Тяжёлый груз памяти
Смерть матери ударила его, как нож в спину — неожиданно и беспощадно. Он приехал лишь на третий день. Не потому, что не успел, а потому, что не смог заставить себя переступить порог дома, где больше не звучал её смех. Как дышать воздухом, пропахшим её духами? Как смотреть в глаза соседям, когда вместо «здравствуй» в горле застревает «прости»?
Поезд прибыл на рассвете. Вокзал встретил его запахом ржавых рельсов, мокрого асфальта и горькой тоски. Он вышел последним, с потрёпанным рюкзаком и лицом, вырезанным из гранита — таким же твёрдым и холодным, каким оно было много лет. В зале ожидания, свернувшись калачиком, спал бродяга, будто пытаясь спрятаться от собственных мыслей. Всё вокруг казалось знакомым и чужим одновременно, как старая фотокарточка, где узнаёшь лица, но не чувствуешь себя частью кадра.
Дом в пригороде Перми стоял, словно состарившийся за одну ночь. Краска облезла, крыльцо покосилось, а перила покрылись рыжим налётом, будто дом тоже плакал. Ступени скрипели под ногами, словно шептали о днях, которых уже не вернуть.
Соседка Галина открыла дверь раньше, чем он постучал — будто ждала его у самой щели. В помятом платке и выцветшем халате, с лицом, изборождённым морщинами, она всё же смягчилась, увидев его. В её глазах вспыхнуло что-то тёплое, будто перед ней стоял не взрослый мужчина, а тот самый мальчишка, что когда-то падал с велосипеда у неё на глазах.
— Ну наконец-то, — проговорила она без упрёка, но с лёгкой грустью. И тихо добавила: — Заходи. Всё на месте.
Квартира пахла сушёной мятой и увядшими ромашками. Сквозь плотные шторы пробивались лучи солнца, ложась на потёртый подоконник и старую салфетку с вышивкой. Он зашёл в материнскую комнату. Всё осталось, как было: плед на диване, аккуратно свёрнутый, как в детстве; часы на стене, чей бой когда-то будил его по ночам. На столе лежала записка: «Ключи от чердака в комоде. Ты знаешь, где всё». Он опустился на диван, не снимая пальто. Замер, уставившись в пустоту. Осмотрел потрескавшиеся обои, пыльный абажур, облупившуюся краску. А потом лёг — прямо в одежде — и провалился в сон. Тяжёлый, как валун, но тёплый, как материнские руки.
Утром он нашёл портфель. Тот самый, с которым когда-то шёл в первый класс. Кожа потрескалась, замок сломался, углы протёрлись до дыр, а ручку кое-как скрепили изолентой. Портфель лежал на верхней полке шкафа, укрытый старой скатертью, будто мать берегла его как святыню. Внутри — потёртые тетрадки с корявым детским почерком, открытка от отца (ещё до того, как он исчез), и записка, написанная дрожащей рукой: «Ты не виноват. У тебя своя дорога. Прости, что не всегда понимала. Мама».

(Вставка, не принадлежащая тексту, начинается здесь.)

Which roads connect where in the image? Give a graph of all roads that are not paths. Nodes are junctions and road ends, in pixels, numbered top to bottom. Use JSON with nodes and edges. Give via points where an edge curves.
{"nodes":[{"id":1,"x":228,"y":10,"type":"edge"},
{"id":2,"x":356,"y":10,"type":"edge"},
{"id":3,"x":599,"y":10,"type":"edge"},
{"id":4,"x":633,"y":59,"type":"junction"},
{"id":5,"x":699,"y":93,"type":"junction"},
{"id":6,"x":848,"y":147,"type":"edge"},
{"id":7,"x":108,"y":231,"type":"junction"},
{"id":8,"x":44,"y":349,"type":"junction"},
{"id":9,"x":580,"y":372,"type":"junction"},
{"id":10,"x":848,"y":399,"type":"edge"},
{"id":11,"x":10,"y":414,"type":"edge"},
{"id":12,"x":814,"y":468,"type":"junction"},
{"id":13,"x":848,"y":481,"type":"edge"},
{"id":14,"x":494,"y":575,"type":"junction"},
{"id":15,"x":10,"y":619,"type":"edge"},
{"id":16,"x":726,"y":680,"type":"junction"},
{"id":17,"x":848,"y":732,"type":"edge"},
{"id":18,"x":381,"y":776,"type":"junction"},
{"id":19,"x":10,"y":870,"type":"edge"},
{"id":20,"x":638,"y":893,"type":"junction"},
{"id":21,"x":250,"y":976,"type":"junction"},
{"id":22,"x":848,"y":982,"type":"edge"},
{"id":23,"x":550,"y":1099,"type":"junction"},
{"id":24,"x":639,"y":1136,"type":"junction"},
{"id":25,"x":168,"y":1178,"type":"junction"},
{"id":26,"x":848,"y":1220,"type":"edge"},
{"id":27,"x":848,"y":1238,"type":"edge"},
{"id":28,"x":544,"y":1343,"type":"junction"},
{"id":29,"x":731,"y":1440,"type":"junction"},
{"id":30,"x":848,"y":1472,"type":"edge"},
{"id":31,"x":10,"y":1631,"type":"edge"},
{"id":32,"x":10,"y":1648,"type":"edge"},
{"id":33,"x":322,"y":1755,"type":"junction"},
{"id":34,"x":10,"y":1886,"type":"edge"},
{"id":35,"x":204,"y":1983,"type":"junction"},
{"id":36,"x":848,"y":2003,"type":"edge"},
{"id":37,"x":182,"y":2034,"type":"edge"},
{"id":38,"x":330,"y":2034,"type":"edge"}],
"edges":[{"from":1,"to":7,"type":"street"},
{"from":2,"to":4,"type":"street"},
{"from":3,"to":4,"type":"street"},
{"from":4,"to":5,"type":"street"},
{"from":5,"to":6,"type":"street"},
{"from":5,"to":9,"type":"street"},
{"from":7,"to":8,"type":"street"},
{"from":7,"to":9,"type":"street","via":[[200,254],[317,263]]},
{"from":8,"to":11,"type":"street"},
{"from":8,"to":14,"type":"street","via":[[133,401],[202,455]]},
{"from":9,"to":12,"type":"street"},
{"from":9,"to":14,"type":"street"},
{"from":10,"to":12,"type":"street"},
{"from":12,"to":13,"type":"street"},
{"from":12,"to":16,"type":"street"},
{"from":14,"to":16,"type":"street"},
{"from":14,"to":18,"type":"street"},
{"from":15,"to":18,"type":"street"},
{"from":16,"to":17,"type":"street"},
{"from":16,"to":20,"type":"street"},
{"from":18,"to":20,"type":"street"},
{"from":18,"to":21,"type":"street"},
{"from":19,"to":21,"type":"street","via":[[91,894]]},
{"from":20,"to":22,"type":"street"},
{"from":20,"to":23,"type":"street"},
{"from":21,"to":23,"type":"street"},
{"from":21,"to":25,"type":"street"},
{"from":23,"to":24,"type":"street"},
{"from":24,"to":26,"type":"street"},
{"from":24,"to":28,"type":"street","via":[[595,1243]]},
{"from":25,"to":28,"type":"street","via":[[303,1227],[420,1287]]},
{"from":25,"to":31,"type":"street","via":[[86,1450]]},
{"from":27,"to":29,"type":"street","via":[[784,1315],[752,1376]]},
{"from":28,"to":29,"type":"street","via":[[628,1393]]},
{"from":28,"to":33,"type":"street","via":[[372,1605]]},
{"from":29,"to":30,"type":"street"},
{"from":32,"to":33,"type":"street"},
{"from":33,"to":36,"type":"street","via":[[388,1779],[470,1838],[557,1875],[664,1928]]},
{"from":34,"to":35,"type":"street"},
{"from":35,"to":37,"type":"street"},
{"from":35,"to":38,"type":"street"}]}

Он сидел на полу, прижимая портфель к груди, как когда-то в детстве. Спина упиралась в холодную стену, ноги поджаты, глаза впились в строчки. Он гладил бумагу, будто хотел сквозь неё дотронуться до её руки. В горле стоял ком, но слёзы не шли. Он просто сидел, слушая, как за окном каркает ворона и как отсчитывают секунды старые часы. И думал: сколько нужно времени, чтобы принять простое «ты не виноват»? И ещё больше — чтобы поверить в это без доказательств, просто потому, что так сказала она.
Он остался на неделю. Разбирал бумаги, выносил старьё, оставляя лишь фотографии. Починил шатающуюся полку, вытер пыль с комода, вымыл окна, впуская в дом свет. Ходил в магазин — не только за хлебом, но чтобы ощутить дыхание этого места. ПиОн уезжал, зная, что больше не вернётся, но взял с собой самое важное — тихое ощущение, что где-то в этом мире его всё еще любят.